------ SOURCE INFORMATION
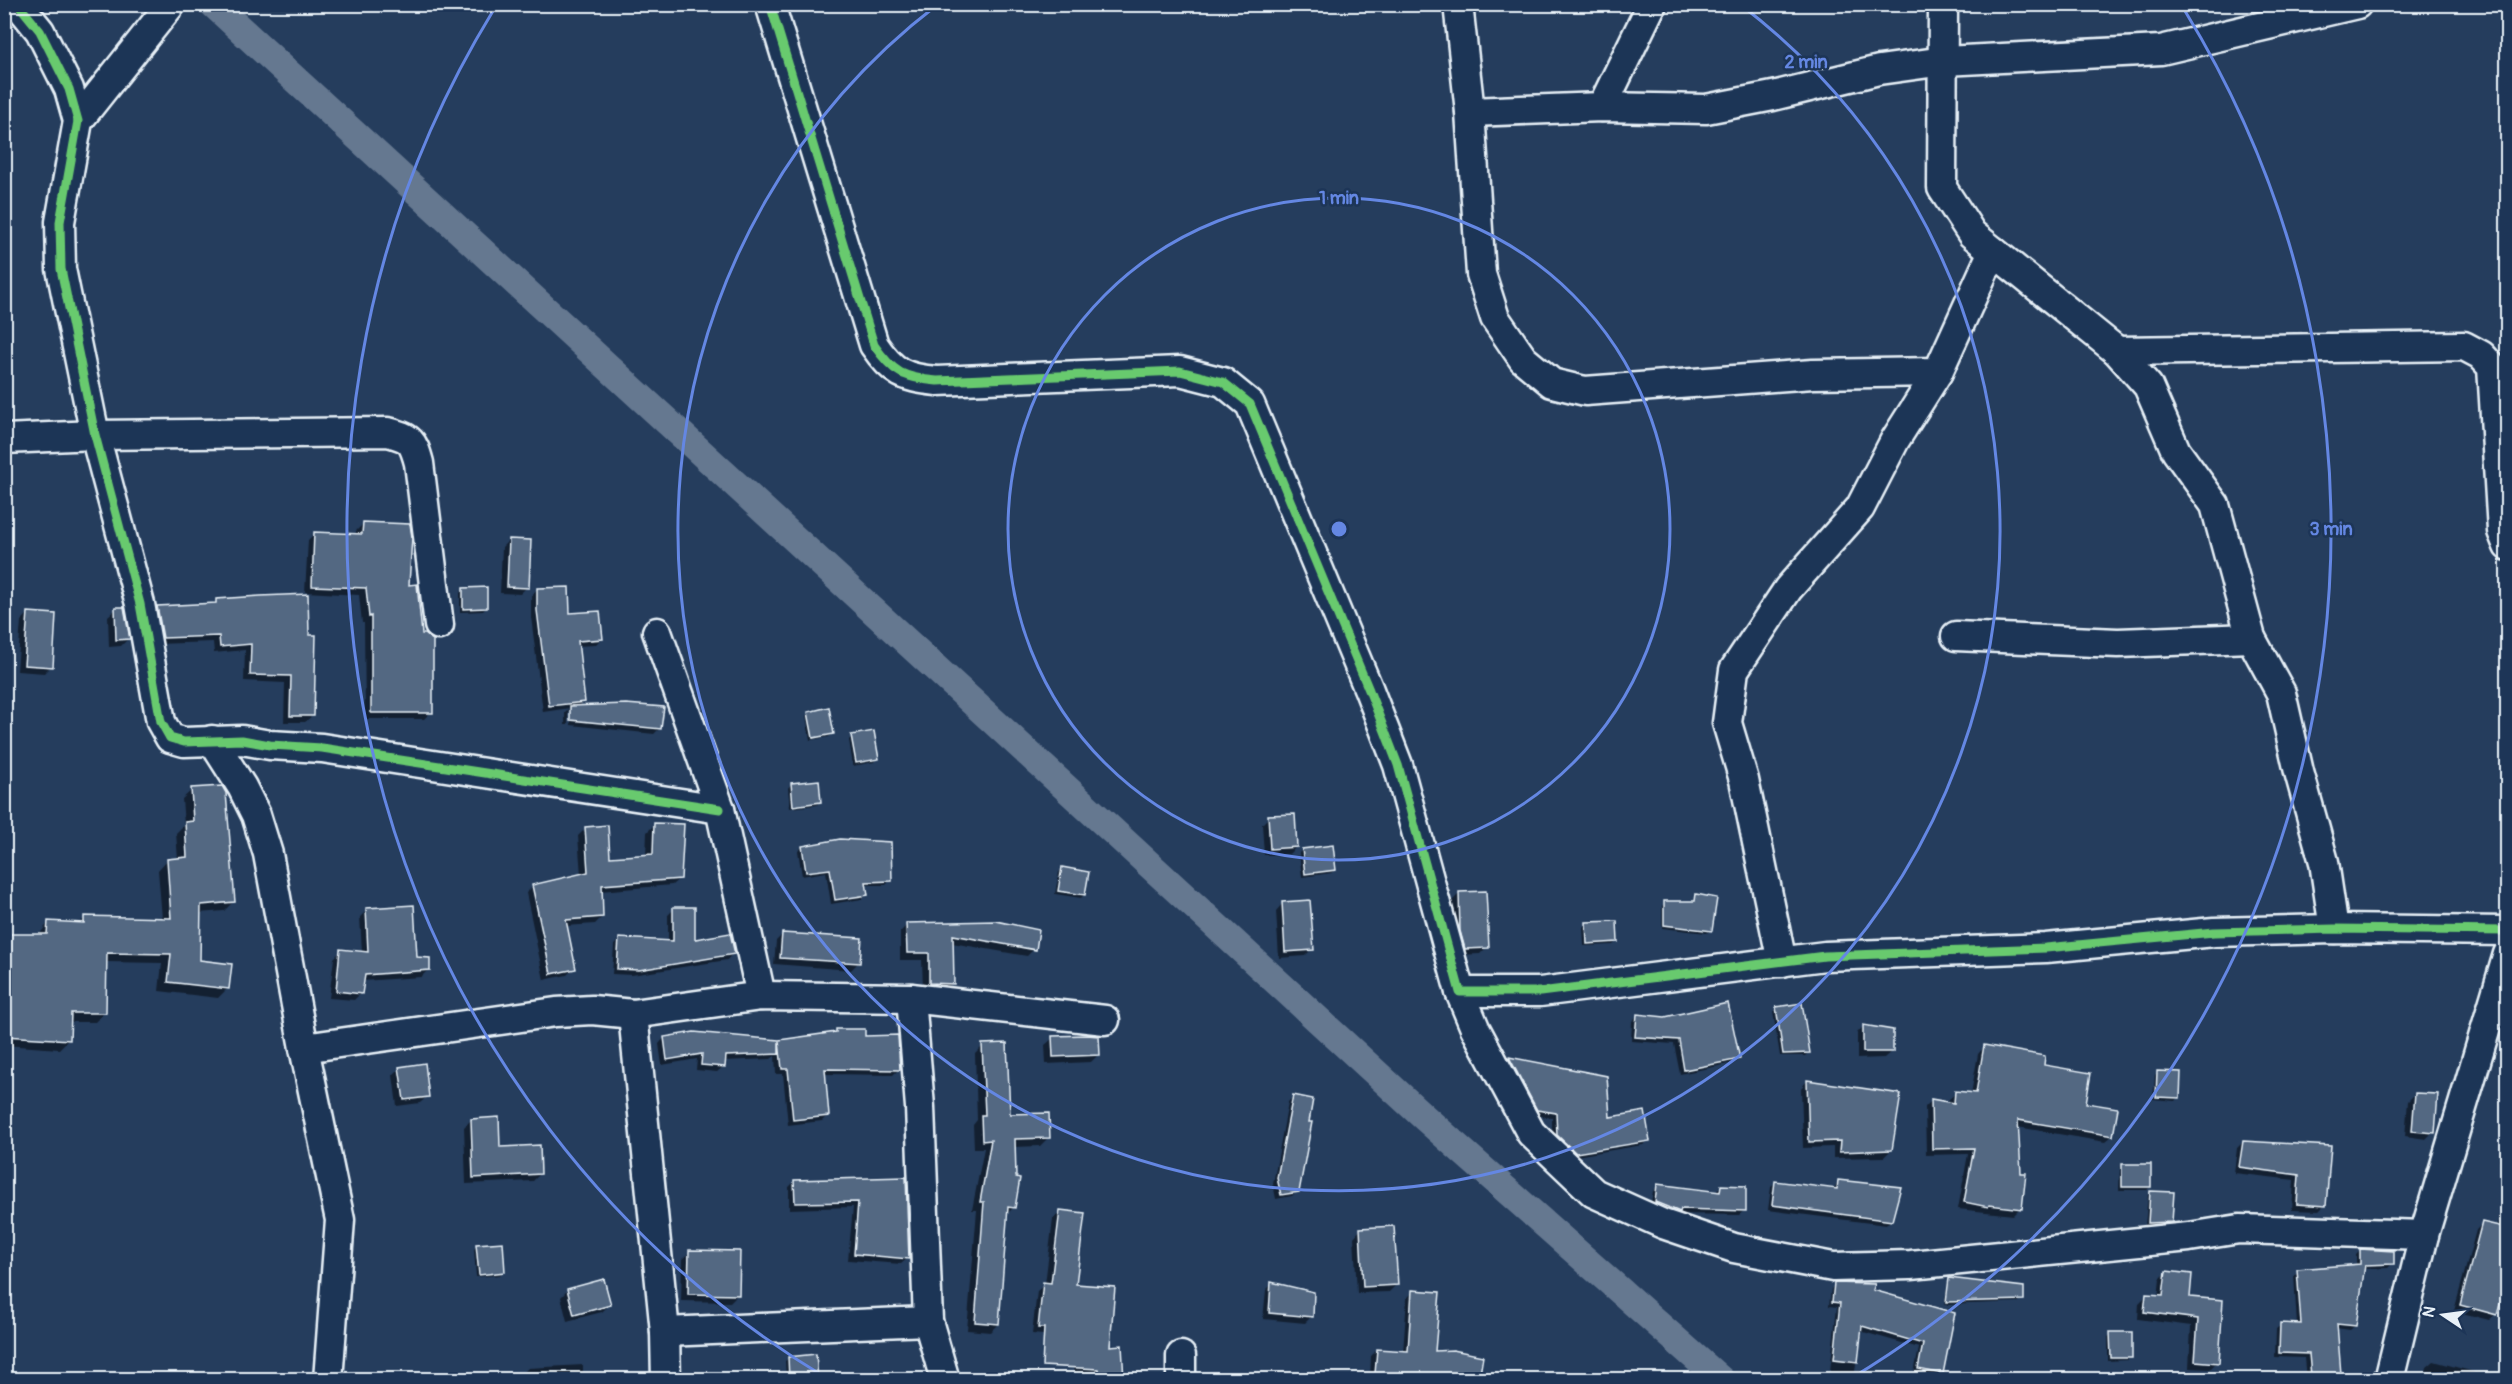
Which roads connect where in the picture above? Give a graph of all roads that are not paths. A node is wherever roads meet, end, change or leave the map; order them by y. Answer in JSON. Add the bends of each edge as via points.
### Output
{"nodes":[{"id":1,"x":18,"y":4,"type":"edge"},
{"id":2,"x":171,"y":4,"type":"edge"},
{"id":3,"x":770,"y":4,"type":"edge"},
{"id":4,"x":1458,"y":4,"type":"edge"},
{"id":5,"x":1653,"y":4,"type":"edge"},
{"id":6,"x":1943,"y":4,"type":"edge"},
{"id":7,"x":2357,"y":4,"type":"edge"},
{"id":8,"x":1944,"y":61,"type":"junction"},
{"id":9,"x":1602,"y":107,"type":"junction"},
{"id":10,"x":1470,"y":112,"type":"junction"},
{"id":11,"x":78,"y":121,"type":"junction"},
{"id":12,"x":1993,"y":250,"type":"junction"},
{"id":13,"x":2117,"y":351,"type":"junction"},
{"id":14,"x":1938,"y":372,"type":"junction"},
{"id":15,"x":95,"y":435,"type":"junction"},
{"id":16,"x":4,"y":439,"type":"edge"},
{"id":17,"x":2508,"y":546,"type":"edge"},
{"id":18,"x":439,"y":625,"type":"dead end"},
{"id":19,"x":657,"y":632,"type":"dead end"},
{"id":20,"x":1956,"y":636,"type":"dead end"},
{"id":21,"x":2251,"y":638,"type":"junction"},
{"id":22,"x":212,"y":740,"type":"junction"},
{"id":23,"x":720,"y":809,"type":"junction"},
{"id":24,"x":2334,"y":929,"type":"junction"},
{"id":25,"x":2508,"y":931,"type":"edge"},
{"id":26,"x":2508,"y":954,"type":"edge"},
{"id":27,"x":1782,"y":962,"type":"junction"},
{"id":28,"x":1460,"y":992,"type":"junction"},
{"id":29,"x":761,"y":996,"type":"junction"},
{"id":30,"x":910,"y":998,"type":"junction"},
{"id":31,"x":633,"y":1014,"type":"junction"},
{"id":32,"x":1105,"y":1020,"type":"dead end"},
{"id":33,"x":304,"y":1048,"type":"junction"},
{"id":34,"x":2424,"y":1235,"type":"junction"},
{"id":35,"x":928,"y":1321,"type":"junction"},
{"id":36,"x":665,"y":1332,"type":"junction"},
{"id":37,"x":328,"y":1380,"type":"edge"},
{"id":38,"x":666,"y":1380,"type":"edge"},
{"id":39,"x":945,"y":1380,"type":"edge"},
{"id":40,"x":2389,"y":1380,"type":"edge"}],
"edges":[{"from":1,"to":11,"type":"street","via":[[40,32],[69,89]]},
{"from":2,"to":11,"type":"street"},
{"from":3,"to":28,"type":"street","via":[[874,345],[885,361],[909,378],[937,381],[1180,370],[1223,382],[1250,404],[1398,765]]},
{"from":4,"to":10,"type":"street"},
{"from":5,"to":9,"type":"street"},
{"from":6,"to":8,"type":"street"},
{"from":7,"to":8,"type":"street","via":[[2162,50]]},
{"from":8,"to":9,"type":"street","via":[[1879,70],[1706,109]]},
{"from":8,"to":12,"type":"street","via":[[1942,189],[1972,234]]},
{"from":9,"to":10,"type":"street"},
{"from":10,"to":14,"type":"street","via":[[1481,274],[1496,318],[1523,360],[1552,383],[1585,391],[1813,374]]},
{"from":11,"to":15,"type":"street","via":[[60,222],[61,269]]},
{"from":12,"to":13,"type":"street"},
{"from":12,"to":14,"type":"street"},
{"from":13,"to":17,"type":"street","via":[[2464,346],[2492,367],[2502,531]]},
{"from":13,"to":21,"type":"street","via":[[2148,386],[2176,451],[2216,506]]},
{"from":14,"to":27,"type":"street","via":[[1895,440],[1860,508],[1788,589],[1734,670],[1727,723],[1744,780]]},
{"from":15,"to":16,"type":"street"},
{"from":15,"to":18,"type":"street","via":[[388,432],[406,436],[419,463]]},
{"from":15,"to":22,"type":"street","via":[[140,604],[161,722],[170,738],[184,742]]},
{"from":19,"to":23,"type":"street"},
{"from":20,"to":21,"type":"street","via":[[2118,643]]},
{"from":21,"to":24,"type":"street","via":[[2281,693],[2324,862]]},
{"from":22,"to":23,"type":"street","via":[[322,748]]},
{"from":22,"to":33,"type":"street","via":[[252,806],[265,844]]},
{"from":23,"to":29,"type":"street"},
{"from":24,"to":25,"type":"street"},
{"from":24,"to":27,"type":"street","via":[[2214,932],[2046,948],[1825,956]]},
{"from":26,"to":34,"type":"street"},
{"from":27,"to":28,"type":"street","via":[[1540,992]]},
{"from":28,"to":34,"type":"street","via":[[1531,1133],[1594,1193],[1663,1224],[1734,1248],[1833,1267],[1911,1265],[2239,1229]]},
{"from":29,"to":30,"type":"street"},
{"from":29,"to":31,"type":"street"},
{"from":30,"to":32,"type":"street"},
{"from":30,"to":35,"type":"street","via":[[920,1107]]},
{"from":31,"to":33,"type":"street","via":[[556,1012]]},
{"from":31,"to":36,"type":"street"},
{"from":33,"to":37,"type":"street","via":[[340,1220]]},
{"from":34,"to":40,"type":"street"},
{"from":35,"to":36,"type":"street"},
{"from":35,"to":39,"type":"street"},
{"from":36,"to":38,"type":"street"}]}
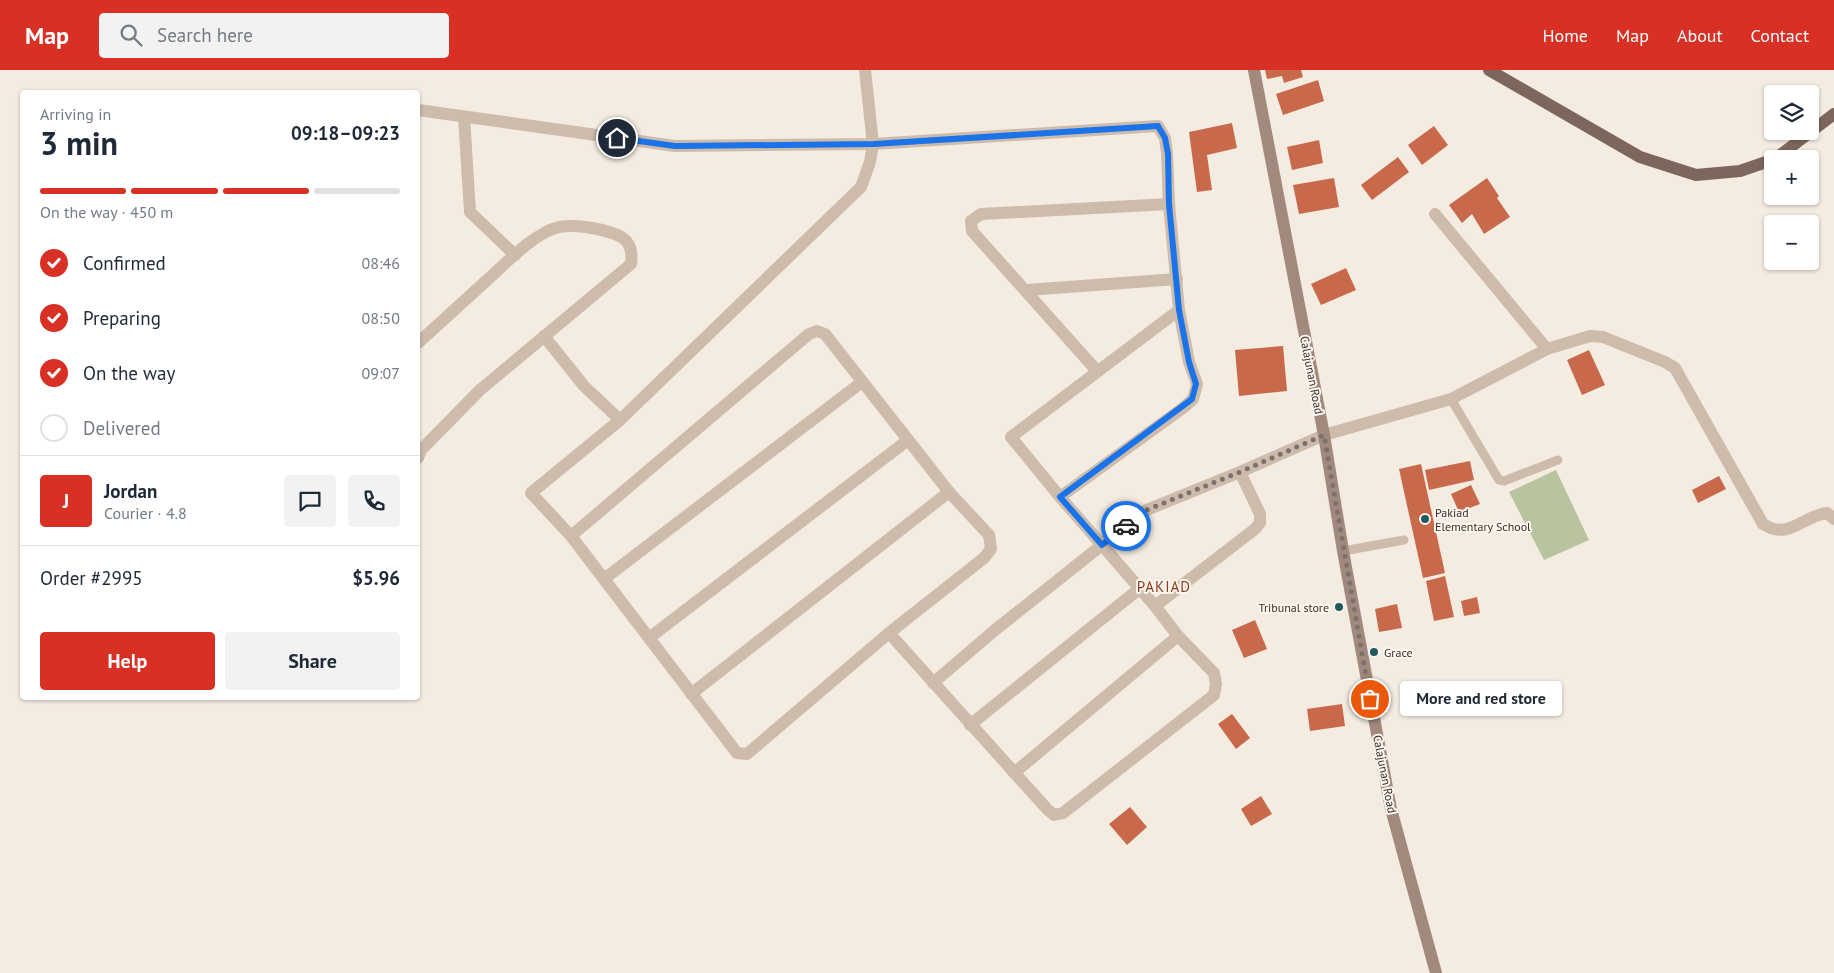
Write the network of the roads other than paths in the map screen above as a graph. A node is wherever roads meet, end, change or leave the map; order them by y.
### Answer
1 (864, 70) edge
2 (1254, 70) edge
3 (1489, 70) edge
4 (420, 110) edge
5 (1834, 114) edge
6 (464, 117) junction
7 (874, 144) junction
8 (1786, 150) edge
9 (1764, 163) edge
10 (1169, 204) junction
11 (1435, 214) dead end
12 (515, 255) junction
13 (1177, 279) junction
14 (1027, 290) junction
15 (1179, 310) junction
16 (544, 336) junction
17 (420, 341) edge
18 (1547, 349) junction
19 (1097, 371) junction
20 (862, 382) junction
21 (1451, 399) junction
22 (620, 420) junction
23 (1324, 435) junction
24 (908, 440) junction
25 (420, 453) edge
26 (1558, 460) dead end
27 (1240, 472) junction
28 (949, 492) junction
29 (1060, 497) junction
30 (1834, 519) edge
31 (571, 536) junction
32 (1404, 540) dead end
33 (1102, 545) junction
34 (1343, 551) junction
35 (604, 579) junction
36 (1139, 589) junction
37 (1155, 606) junction
38 (889, 634) junction
39 (1178, 636) junction
40 (649, 638) junction
41 (933, 683) junction
42 (691, 694) junction
43 (970, 725) junction
44 (1014, 774) junction
45 (1436, 973) edge

1 - 7 street
2 - 23 main road, Calajunan Road
3 - 9 main road
4 - 6 street
5 - 8 main road
6 - 7 street
6 - 12 street
7 - 10 street
7 - 22 street
10 - 13 street
10 - 14 street
11 - 18 street
12 - 16 street
12 - 17 street
13 - 14 street
13 - 15 street
14 - 19 street
15 - 19 street
15 - 29 street
16 - 22 street
16 - 25 street
18 - 21 street
18 - 30 street
19 - 29 street
20 - 24 street
20 - 31 street
20 - 35 street
21 - 23 street
21 - 26 lane
22 - 31 street
23 - 27 street
23 - 34 main road, Calajunan Road
24 - 28 street
24 - 40 street
27 - 33 street
27 - 37 street
28 - 38 street
28 - 42 street
29 - 33 street
31 - 35 street
32 - 34 lane
33 - 36 street
33 - 41 street
34 - 45 main road, Calajunan Road
35 - 40 street
36 - 37 street
36 - 43 street
37 - 39 street
38 - 41 street
38 - 42 street
39 - 44 street
39 - 44 street
40 - 42 street
41 - 43 street
43 - 44 street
------------
→ **WORK TO BE COMPLETED**
Copy out every line of the data above, taking care to leave the pictures out.

→ **YOUR SOLUTION**
Which roads connect where in the picture above? Give a graph of all roads that are not paths. A node is wherever roads meet, end, change or leave the map; order them by y. Answer in JSON. Add the bends of each edge as via points.
### Output
{"nodes":[{"id":1,"x":18,"y":4,"type":"edge"},
{"id":2,"x":171,"y":4,"type":"edge"},
{"id":3,"x":770,"y":4,"type":"edge"},
{"id":4,"x":1458,"y":4,"type":"edge"},
{"id":5,"x":1653,"y":4,"type":"edge"},
{"id":6,"x":1943,"y":4,"type":"edge"},
{"id":7,"x":2357,"y":4,"type":"edge"},
{"id":8,"x":1944,"y":61,"type":"junction"},
{"id":9,"x":1602,"y":107,"type":"junction"},
{"id":10,"x":1470,"y":112,"type":"junction"},
{"id":11,"x":78,"y":121,"type":"junction"},
{"id":12,"x":1993,"y":250,"type":"junction"},
{"id":13,"x":2117,"y":351,"type":"junction"},
{"id":14,"x":1938,"y":372,"type":"junction"},
{"id":15,"x":95,"y":435,"type":"junction"},
{"id":16,"x":4,"y":439,"type":"edge"},
{"id":17,"x":2508,"y":546,"type":"edge"},
{"id":18,"x":439,"y":625,"type":"dead end"},
{"id":19,"x":657,"y":632,"type":"dead end"},
{"id":20,"x":1956,"y":636,"type":"dead end"},
{"id":21,"x":2251,"y":638,"type":"junction"},
{"id":22,"x":212,"y":740,"type":"junction"},
{"id":23,"x":720,"y":809,"type":"junction"},
{"id":24,"x":2334,"y":929,"type":"junction"},
{"id":25,"x":2508,"y":931,"type":"edge"},
{"id":26,"x":2508,"y":954,"type":"edge"},
{"id":27,"x":1782,"y":962,"type":"junction"},
{"id":28,"x":1460,"y":992,"type":"junction"},
{"id":29,"x":761,"y":996,"type":"junction"},
{"id":30,"x":910,"y":998,"type":"junction"},
{"id":31,"x":633,"y":1014,"type":"junction"},
{"id":32,"x":1105,"y":1020,"type":"dead end"},
{"id":33,"x":304,"y":1048,"type":"junction"},
{"id":34,"x":2424,"y":1235,"type":"junction"},
{"id":35,"x":928,"y":1321,"type":"junction"},
{"id":36,"x":665,"y":1332,"type":"junction"},
{"id":37,"x":328,"y":1380,"type":"edge"},
{"id":38,"x":666,"y":1380,"type":"edge"},
{"id":39,"x":945,"y":1380,"type":"edge"},
{"id":40,"x":2389,"y":1380,"type":"edge"}],
"edges":[{"from":1,"to":11,"type":"street","via":[[40,32],[69,89]]},
{"from":2,"to":11,"type":"street"},
{"from":3,"to":28,"type":"street","via":[[874,345],[885,361],[909,378],[937,381],[1180,370],[1223,382],[1250,404],[1398,765]]},
{"from":4,"to":10,"type":"street"},
{"from":5,"to":9,"type":"street"},
{"from":6,"to":8,"type":"street"},
{"from":7,"to":8,"type":"street","via":[[2162,50]]},
{"from":8,"to":9,"type":"street","via":[[1879,70],[1706,109]]},
{"from":8,"to":12,"type":"street","via":[[1942,189],[1972,234]]},
{"from":9,"to":10,"type":"street"},
{"from":10,"to":14,"type":"street","via":[[1481,274],[1496,318],[1523,360],[1552,383],[1585,391],[1813,374]]},
{"from":11,"to":15,"type":"street","via":[[60,222],[61,269]]},
{"from":12,"to":13,"type":"street"},
{"from":12,"to":14,"type":"street"},
{"from":13,"to":17,"type":"street","via":[[2464,346],[2492,367],[2502,531]]},
{"from":13,"to":21,"type":"street","via":[[2148,386],[2176,451],[2216,506]]},
{"from":14,"to":27,"type":"street","via":[[1895,440],[1860,508],[1788,589],[1734,670],[1727,723],[1744,780]]},
{"from":15,"to":16,"type":"street"},
{"from":15,"to":18,"type":"street","via":[[388,432],[406,436],[419,463]]},
{"from":15,"to":22,"type":"street","via":[[140,604],[161,722],[170,738],[184,742]]},
{"from":19,"to":23,"type":"street"},
{"from":20,"to":21,"type":"street","via":[[2118,643]]},
{"from":21,"to":24,"type":"street","via":[[2281,693],[2324,862]]},
{"from":22,"to":23,"type":"street","via":[[322,748]]},
{"from":22,"to":33,"type":"street","via":[[252,806],[265,844]]},
{"from":23,"to":29,"type":"street"},
{"from":24,"to":25,"type":"street"},
{"from":24,"to":27,"type":"street","via":[[2214,932],[2046,948],[1825,956]]},
{"from":26,"to":34,"type":"street"},
{"from":27,"to":28,"type":"street","via":[[1540,992]]},
{"from":28,"to":34,"type":"street","via":[[1531,1133],[1594,1193],[1663,1224],[1734,1248],[1833,1267],[1911,1265],[2239,1229]]},
{"from":29,"to":30,"type":"street"},
{"from":29,"to":31,"type":"street"},
{"from":30,"to":32,"type":"street"},
{"from":30,"to":35,"type":"street","via":[[920,1107]]},
{"from":31,"to":33,"type":"street","via":[[556,1012]]},
{"from":31,"to":36,"type":"street"},
{"from":33,"to":37,"type":"street","via":[[340,1220]]},
{"from":34,"to":40,"type":"street"},
{"from":35,"to":36,"type":"street"},
{"from":35,"to":39,"type":"street"},
{"from":36,"to":38,"type":"street"}]}
Write the network of the roads other than paths in the map screen above as a graph. A node is wherever roads meet, end, change or leave the map; order them by y.
### Answer
1 (864, 70) edge
2 (1254, 70) edge
3 (1489, 70) edge
4 (420, 110) edge
5 (1834, 114) edge
6 (464, 117) junction
7 (874, 144) junction
8 (1786, 150) edge
9 (1764, 163) edge
10 (1169, 204) junction
11 (1435, 214) dead end
12 (515, 255) junction
13 (1177, 279) junction
14 (1027, 290) junction
15 (1179, 310) junction
16 (544, 336) junction
17 (420, 341) edge
18 (1547, 349) junction
19 (1097, 371) junction
20 (862, 382) junction
21 (1451, 399) junction
22 (620, 420) junction
23 (1324, 435) junction
24 (908, 440) junction
25 (420, 453) edge
26 (1558, 460) dead end
27 (1240, 472) junction
28 (949, 492) junction
29 (1060, 497) junction
30 (1834, 519) edge
31 (571, 536) junction
32 (1404, 540) dead end
33 (1102, 545) junction
34 (1343, 551) junction
35 (604, 579) junction
36 (1139, 589) junction
37 (1155, 606) junction
38 (889, 634) junction
39 (1178, 636) junction
40 (649, 638) junction
41 (933, 683) junction
42 (691, 694) junction
43 (970, 725) junction
44 (1014, 774) junction
45 (1436, 973) edge

1 - 7 street
2 - 23 main road, Calajunan Road
3 - 9 main road
4 - 6 street
5 - 8 main road
6 - 7 street
6 - 12 street
7 - 10 street
7 - 22 street
10 - 13 street
10 - 14 street
11 - 18 street
12 - 16 street
12 - 17 street
13 - 14 street
13 - 15 street
14 - 19 street
15 - 19 street
15 - 29 street
16 - 22 street
16 - 25 street
18 - 21 street
18 - 30 street
19 - 29 street
20 - 24 street
20 - 31 street
20 - 35 street
21 - 23 street
21 - 26 lane
22 - 31 street
23 - 27 street
23 - 34 main road, Calajunan Road
24 - 28 street
24 - 40 street
27 - 33 street
27 - 37 street
28 - 38 street
28 - 42 street
29 - 33 street
31 - 35 street
32 - 34 lane
33 - 36 street
33 - 41 street
34 - 45 main road, Calajunan Road
35 - 40 street
36 - 37 street
36 - 43 street
37 - 39 street
38 - 41 street
38 - 42 street
39 - 44 street
39 - 44 street
40 - 42 street
41 - 43 street
43 - 44 street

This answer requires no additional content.